Roland Dauxois, Soleils des Archives suivi de Éloge des ombres, Cosmogone, 2019.

Roland Dauxois, Soleils des Archives, suivi de Éloge des ombres, Cosmogone, 2019.

Quelle belle idée poétique que de dresser les archives de l’émotion et des vibrations du corps et de l’esprit!
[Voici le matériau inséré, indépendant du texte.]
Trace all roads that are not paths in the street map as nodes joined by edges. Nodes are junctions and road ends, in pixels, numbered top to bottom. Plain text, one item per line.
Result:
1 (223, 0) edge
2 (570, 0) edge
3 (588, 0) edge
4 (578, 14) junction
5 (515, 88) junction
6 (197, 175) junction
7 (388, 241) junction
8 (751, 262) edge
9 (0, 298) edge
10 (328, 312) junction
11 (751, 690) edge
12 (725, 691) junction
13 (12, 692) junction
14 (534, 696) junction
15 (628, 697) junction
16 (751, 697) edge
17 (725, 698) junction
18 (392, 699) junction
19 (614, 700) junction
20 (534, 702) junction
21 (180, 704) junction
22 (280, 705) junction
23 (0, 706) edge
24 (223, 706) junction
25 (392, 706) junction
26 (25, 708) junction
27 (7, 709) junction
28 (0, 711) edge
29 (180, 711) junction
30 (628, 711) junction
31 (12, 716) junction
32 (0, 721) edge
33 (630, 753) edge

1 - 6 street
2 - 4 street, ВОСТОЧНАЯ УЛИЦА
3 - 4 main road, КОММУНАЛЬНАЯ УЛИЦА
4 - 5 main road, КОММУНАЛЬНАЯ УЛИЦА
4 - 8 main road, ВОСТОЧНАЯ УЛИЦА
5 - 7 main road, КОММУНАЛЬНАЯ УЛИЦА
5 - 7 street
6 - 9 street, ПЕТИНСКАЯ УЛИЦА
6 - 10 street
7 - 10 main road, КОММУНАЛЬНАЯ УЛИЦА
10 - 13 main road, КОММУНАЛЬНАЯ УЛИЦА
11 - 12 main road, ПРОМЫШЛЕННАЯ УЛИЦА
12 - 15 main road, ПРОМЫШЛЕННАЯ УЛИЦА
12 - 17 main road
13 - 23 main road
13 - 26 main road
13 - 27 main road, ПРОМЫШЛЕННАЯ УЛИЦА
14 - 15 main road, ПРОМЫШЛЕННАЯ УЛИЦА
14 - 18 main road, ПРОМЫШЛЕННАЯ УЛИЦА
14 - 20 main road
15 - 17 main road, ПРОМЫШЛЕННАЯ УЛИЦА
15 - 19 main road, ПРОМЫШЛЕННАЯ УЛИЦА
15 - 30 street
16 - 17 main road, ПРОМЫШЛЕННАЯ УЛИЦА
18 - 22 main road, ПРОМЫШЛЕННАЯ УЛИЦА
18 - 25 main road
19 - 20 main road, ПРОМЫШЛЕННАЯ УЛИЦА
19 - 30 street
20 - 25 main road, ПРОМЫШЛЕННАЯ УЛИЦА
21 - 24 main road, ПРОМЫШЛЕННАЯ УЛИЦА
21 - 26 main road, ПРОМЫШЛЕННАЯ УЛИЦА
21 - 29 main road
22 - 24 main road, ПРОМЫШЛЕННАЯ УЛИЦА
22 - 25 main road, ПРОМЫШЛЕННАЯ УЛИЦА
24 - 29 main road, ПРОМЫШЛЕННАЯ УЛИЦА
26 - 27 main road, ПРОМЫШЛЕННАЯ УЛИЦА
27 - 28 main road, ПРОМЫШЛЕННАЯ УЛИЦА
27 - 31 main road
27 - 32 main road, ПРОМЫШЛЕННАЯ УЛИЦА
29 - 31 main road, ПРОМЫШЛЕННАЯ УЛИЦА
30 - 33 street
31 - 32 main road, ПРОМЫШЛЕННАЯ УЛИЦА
Chaque fiche, chaque archive est une note neuve qui contribue à la connaissance de ce qui se dérobe.

Ce sont comme les traces d’un dialogue entre soi dans la cage intérieure (j’allais écrire thoracique), que ces questions, ces interpellations, ces pensées, ces regrets, ces dépits, ces illuminations.
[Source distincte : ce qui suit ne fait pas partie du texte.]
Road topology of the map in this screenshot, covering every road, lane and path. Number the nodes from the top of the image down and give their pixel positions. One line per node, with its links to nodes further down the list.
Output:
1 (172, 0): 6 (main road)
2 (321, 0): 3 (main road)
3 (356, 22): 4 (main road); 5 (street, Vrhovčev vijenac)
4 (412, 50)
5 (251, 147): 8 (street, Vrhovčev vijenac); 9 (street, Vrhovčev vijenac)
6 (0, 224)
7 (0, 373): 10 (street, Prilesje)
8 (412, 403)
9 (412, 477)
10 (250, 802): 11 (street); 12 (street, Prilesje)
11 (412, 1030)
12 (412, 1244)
La poésie de Roland Dauxois jaillit d’entre les rues, les éblouissements, les ombres, les mouvements, les craintes et les accomplissements, elle emprunte sa langue à la terre, à la nuit, à la douleur et à la chair, à la mort et à la furieuse envie de vivre.

Soleils des Archives est une façon puissante de magnifier la mémoire, surtout celle que l’inconscient a enfoui très profondément au centre même des entrailles, comme un cœur secondaire qui tient la main du peintre et du poète.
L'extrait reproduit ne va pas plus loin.